In any event, Plaintiffs satisfy the requirements of Article III standing. They allege that they have an interest in the Property that would be lost if Defendants are permitted to foreclose, that injury is fairly traceable to Defendants' attempt to foreclose, and it would be redressed by a favorable ruling by this Court. See Lujan v. Defenders of Wildlife, 504 U.S. 555, 56061 (1992) (holding that Article III standing requires an injury in fact, fairly traceable to the challenged action of the defendant, which will be redressed by a favorable decision).

"Texas has long followed the common law rule which permits a debtor to assert against an assignee any ground that renders the assignment void or invalid." Routh, 2013 WL 427393, at *8 (quoting Miller, 881 F. Supp. 2d at 831); see also Tri-Cities Constr., Inc. v. Am. Nat'l Ins. Co., 523 S.W.2d 426, 430 (Tex. Civ. App. 1975). The rule has been stated as follows by the Texas Court of Appeals:

The law is settled that the obligors of a claim may defend the suit brought thereon on any ground which renders the assignment void, but may not defend on any ground which renders the assignment voidable only, because the only interest or right which an obligor of a claim has in the instrument of assignment is to insure himself that he will not have to pay the same claim twice.
Tri-Cities, 523 S.W.2d at 430 (citing Glass v. Carpenter, 330 S.W.2d 530, 537 (Tex. Civ. App. 1959)). This rule accords with long-established principles of contract law. A void contract is "invalid or unlawful from its inception" and therefore cannot be enforced. 17A C.J.S. Contracts § 169. Thus, a mortgagor who was not a party to an assignment between mortgagees may nevertheless challenge the enforcement of an assignment if the assignment is void. A voidable contract, on the other hand, "is one where one or more of the parties have the power, by the manifestation of an election to do so, to avoid the legal relations created by the contract." Id. Accordingly, only the parties to a voidable contract may seek to avoid its enforcement.

In this case, Plaintiffs argue that the assignment of the Deed of Trust from New Century to Deutsche Bank was fraudulent because it was signed by an employee of Countrywide, and there "does not appear to be any authority for the proposition that Countrywide . . . was given permission in 2012 to sign for New Century." (SAC ¶ 5.) Plaintiffs maintain that "signing the document without proper authority would constitute a forgery," and "[t]he document is fake." (Id.)

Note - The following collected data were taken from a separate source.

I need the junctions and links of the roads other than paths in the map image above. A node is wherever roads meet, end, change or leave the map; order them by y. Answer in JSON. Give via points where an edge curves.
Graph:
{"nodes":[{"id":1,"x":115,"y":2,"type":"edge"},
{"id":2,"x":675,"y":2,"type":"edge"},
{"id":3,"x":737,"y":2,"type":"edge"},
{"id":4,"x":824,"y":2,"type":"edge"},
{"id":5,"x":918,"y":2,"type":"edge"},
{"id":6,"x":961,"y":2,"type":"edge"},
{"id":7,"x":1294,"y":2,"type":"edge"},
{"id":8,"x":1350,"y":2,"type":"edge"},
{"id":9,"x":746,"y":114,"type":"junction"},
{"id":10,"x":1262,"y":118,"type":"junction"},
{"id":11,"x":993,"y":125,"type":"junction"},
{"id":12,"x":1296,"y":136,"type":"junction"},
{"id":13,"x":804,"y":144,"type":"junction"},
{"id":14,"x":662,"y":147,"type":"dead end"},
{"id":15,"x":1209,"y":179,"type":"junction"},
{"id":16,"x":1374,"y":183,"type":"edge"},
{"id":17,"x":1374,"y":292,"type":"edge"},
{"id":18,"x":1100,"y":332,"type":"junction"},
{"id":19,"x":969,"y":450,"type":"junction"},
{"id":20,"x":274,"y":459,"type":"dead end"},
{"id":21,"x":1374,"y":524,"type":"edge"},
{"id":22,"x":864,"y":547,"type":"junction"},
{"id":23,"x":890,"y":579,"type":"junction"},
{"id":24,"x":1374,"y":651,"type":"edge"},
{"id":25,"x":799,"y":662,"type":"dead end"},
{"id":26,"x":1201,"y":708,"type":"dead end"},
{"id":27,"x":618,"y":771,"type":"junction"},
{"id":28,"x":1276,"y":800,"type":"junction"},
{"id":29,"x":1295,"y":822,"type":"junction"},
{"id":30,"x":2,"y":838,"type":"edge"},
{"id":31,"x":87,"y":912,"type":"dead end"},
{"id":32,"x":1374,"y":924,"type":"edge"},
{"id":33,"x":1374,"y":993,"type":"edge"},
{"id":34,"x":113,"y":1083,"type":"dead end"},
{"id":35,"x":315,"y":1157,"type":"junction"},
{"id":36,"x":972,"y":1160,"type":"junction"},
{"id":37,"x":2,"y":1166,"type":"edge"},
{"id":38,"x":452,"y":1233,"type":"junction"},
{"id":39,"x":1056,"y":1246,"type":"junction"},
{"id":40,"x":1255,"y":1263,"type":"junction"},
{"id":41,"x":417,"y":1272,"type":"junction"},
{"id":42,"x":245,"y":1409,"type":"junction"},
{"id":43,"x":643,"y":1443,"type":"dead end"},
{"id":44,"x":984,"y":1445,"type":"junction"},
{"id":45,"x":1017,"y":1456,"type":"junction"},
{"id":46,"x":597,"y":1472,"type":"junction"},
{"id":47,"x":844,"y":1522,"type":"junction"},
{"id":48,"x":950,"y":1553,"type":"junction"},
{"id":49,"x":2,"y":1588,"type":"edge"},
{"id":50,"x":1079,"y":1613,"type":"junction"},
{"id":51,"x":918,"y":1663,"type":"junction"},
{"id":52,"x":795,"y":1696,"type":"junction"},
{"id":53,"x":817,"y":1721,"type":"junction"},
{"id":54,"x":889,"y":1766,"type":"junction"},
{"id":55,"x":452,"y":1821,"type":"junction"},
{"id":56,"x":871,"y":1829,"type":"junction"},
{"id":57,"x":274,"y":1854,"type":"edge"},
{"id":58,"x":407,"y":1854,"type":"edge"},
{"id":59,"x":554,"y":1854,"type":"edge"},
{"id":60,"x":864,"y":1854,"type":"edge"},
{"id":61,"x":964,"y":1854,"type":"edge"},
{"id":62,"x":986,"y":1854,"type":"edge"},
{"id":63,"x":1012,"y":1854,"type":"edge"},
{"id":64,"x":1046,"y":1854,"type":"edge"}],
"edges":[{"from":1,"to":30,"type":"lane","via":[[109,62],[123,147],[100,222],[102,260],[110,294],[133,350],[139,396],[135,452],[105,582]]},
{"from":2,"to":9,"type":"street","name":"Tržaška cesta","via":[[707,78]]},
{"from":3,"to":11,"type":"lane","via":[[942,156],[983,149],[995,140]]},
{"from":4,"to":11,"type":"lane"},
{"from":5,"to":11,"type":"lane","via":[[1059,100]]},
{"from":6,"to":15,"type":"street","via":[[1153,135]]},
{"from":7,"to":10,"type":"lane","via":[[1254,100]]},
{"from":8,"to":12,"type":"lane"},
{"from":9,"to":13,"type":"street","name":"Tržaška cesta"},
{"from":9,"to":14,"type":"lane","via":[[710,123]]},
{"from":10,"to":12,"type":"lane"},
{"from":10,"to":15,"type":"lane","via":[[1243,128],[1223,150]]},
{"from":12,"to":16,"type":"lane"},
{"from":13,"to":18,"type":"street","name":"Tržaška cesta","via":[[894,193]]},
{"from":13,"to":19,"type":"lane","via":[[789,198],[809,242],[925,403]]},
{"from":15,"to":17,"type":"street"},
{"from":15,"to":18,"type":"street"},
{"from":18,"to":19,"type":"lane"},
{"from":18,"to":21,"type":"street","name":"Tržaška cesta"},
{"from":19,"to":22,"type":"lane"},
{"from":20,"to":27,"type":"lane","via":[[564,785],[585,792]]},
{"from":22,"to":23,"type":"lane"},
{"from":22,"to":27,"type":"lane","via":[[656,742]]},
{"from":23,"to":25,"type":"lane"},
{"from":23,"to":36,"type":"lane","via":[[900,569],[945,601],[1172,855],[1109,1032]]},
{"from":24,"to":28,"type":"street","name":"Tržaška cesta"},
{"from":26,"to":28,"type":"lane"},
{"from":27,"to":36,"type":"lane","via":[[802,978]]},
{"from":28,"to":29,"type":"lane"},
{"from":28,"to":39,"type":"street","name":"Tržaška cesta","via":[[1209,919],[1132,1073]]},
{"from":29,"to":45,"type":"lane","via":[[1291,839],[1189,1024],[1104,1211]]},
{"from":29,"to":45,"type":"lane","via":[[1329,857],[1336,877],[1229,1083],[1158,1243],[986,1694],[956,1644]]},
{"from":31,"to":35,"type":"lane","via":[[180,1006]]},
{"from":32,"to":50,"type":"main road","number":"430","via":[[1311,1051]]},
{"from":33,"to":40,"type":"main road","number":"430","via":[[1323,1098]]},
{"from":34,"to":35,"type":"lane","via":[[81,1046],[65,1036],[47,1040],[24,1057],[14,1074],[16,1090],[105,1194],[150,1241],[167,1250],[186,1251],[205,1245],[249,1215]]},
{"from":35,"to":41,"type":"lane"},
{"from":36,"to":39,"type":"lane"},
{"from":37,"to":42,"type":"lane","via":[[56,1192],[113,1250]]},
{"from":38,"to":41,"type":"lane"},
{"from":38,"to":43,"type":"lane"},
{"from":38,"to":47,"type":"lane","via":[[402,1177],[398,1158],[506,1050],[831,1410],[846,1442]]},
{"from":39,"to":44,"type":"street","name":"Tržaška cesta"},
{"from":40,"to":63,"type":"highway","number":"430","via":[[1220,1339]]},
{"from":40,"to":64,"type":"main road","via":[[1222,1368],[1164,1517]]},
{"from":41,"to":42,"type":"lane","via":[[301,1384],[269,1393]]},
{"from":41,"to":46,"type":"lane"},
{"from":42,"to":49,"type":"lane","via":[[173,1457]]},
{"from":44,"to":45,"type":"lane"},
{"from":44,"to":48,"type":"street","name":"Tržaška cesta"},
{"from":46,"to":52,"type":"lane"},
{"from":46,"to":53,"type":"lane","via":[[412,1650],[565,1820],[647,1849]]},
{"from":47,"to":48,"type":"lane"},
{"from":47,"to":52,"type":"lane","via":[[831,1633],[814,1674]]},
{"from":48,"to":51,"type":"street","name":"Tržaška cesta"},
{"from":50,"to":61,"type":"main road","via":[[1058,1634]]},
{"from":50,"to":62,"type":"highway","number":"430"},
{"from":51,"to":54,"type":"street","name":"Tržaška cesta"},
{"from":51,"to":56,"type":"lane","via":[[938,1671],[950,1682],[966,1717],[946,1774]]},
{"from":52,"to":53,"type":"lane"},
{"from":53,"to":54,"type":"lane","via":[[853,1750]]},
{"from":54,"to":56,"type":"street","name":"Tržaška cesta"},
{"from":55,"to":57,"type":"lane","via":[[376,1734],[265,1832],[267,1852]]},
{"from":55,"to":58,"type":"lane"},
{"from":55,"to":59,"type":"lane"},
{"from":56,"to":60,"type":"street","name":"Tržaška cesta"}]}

Under Texas law, deeds obtained by fraud are voidable rather than void. Poag v. Flories, 317 S.W.3d 820, 826 (Tex. App. 2010); see Nobles v. Marcus, 533 S.W.2d 923, 925 (Tex. 1976) (finding that a deed procured by fraud is voidable—not void—by the grantor). Accordingly, a suit to set aside a deed obtained by fraud can only be maintained by the defrauded party. Nobles, 533 S.W.2d at 927 (citing Smith v. Carter, 45 S.W.2d 398, 400 (Tex. Civ. App. 1932)). Thus, to the extent Plaintiffs argue that the assignment of the Deed of Trust was fraudulent, they do not have standing to challenge the assignment's validity, because a deed obtained by fraud is merely voidable.

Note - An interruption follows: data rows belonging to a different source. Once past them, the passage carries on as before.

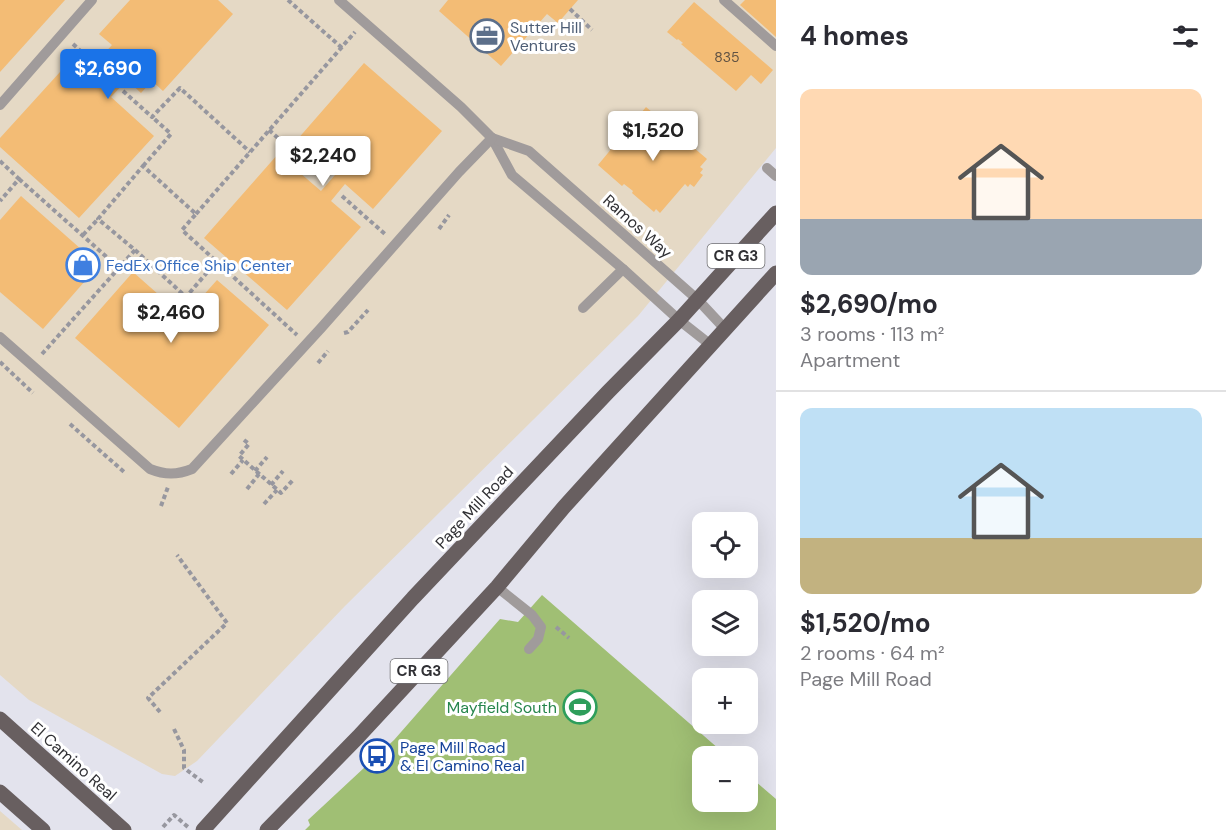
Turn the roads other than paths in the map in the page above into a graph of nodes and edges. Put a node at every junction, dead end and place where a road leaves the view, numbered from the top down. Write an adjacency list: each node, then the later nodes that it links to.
1 (92, 0): 5 (lane)
2 (339, 0): 6 (lane, Ramos Way)
3 (724, 0): 4 (lane)
4 (776, 46)
5 (0, 105)
6 (492, 138): 10 (lane, Ramos Way); 12 (lane, Ramos Way); 16 (lane)
7 (767, 168): 8 (lane)
8 (776, 176)
9 (776, 213): 12 (main road, Page Mill Road / CR G3)
10 (623, 269): 13 (lane); 14 (lane, Ramos Way)
11 (776, 273): 15 (main road, CR G3)
12 (698, 300): 14 (main road, Page Mill Road / CR G3); 15 (lane, Ramos Way)
13 (583, 308)
14 (679, 320): 17 (lane, Ramos Way); 22 (main road, Page Mill Road / CR G3)
15 (726, 330): 17 (main road, CR G3)
16 (0, 337)
17 (712, 346): 18 (main road, CR G3)
18 (497, 586): 19 (lane); 25 (main road, CR G3)
19 (529, 649)
20 (0, 719): 24 (main road, El Camino Real)
21 (0, 792): 23 (main road)
22 (196, 829)
23 (43, 830)
24 (124, 830)
25 (267, 830)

However, a deed that is forged is void. Lighthouse Church of Cloverleaf v. Tex. Bank, 889 S.W.2d 595, 603 (Tex. App. 1994). The Texas Supreme Court has held that, "when a person signs his true name, purporting to act as the agent of another, he generally has not committed a forgery." Nobles, 533 S.W.2d at 926. It further explained:

An agent may commit forgery by signing an instrument in disobedience of his instructions or in improper exercise of authority, but one who executes an instrument purporting on its face to be executed by him as an agent, when in fact he has no authority to execute such instrument, is not guilty of forgery.
Id. at 927 (citation omitted).

Here, Plaintiffs allege that the assignment of the Deed of Trust was forged because Stephen Allen Johnson, a Countrywide employee, signed it on behalf of New Century despite the fact that Countrywide had no authority to execute an assignment on New Century's behalf. There is no dispute that Stephen Allen Johnson signed his true name, which would normally preclude a finding that the document was forged, even if he purported to act as an agent without actual authority. Id. at 926 ("[O]ne who signs his true name, and does not represent himself to be someone else of the same name, does not commit a forgery. . . ."); see also Great Am. Ins. Co. v. AFS/IBEX Fin. Servs., Inc., 612 F.3d 800, 806 (5th Cir. 2010) ("[T]he central requirement of forgery under Texas law is that there be deception as to the identity of the signer."). Because Stephen Allen Johnson claimed to be signing under power of attorney for New Century, if the power of attorney itself were forged, his actions might constitute forgery. Nobles, 533 S.W.2d at 926 (observing that where an individual signed his true name to a deed, but under a forged power of attorney, the deed was a forgery). However, Plaintiffs do not allege that the power of attorney was forged; they merely assert that "signing the document without proper authority would constitute a forgery." (SAC ¶ 5.) Because Plaintiffs fail to plausibly allege that the assignment of the Deed of Trust was forged, they lack standing to challenge the validity of the assignment on this basis as well.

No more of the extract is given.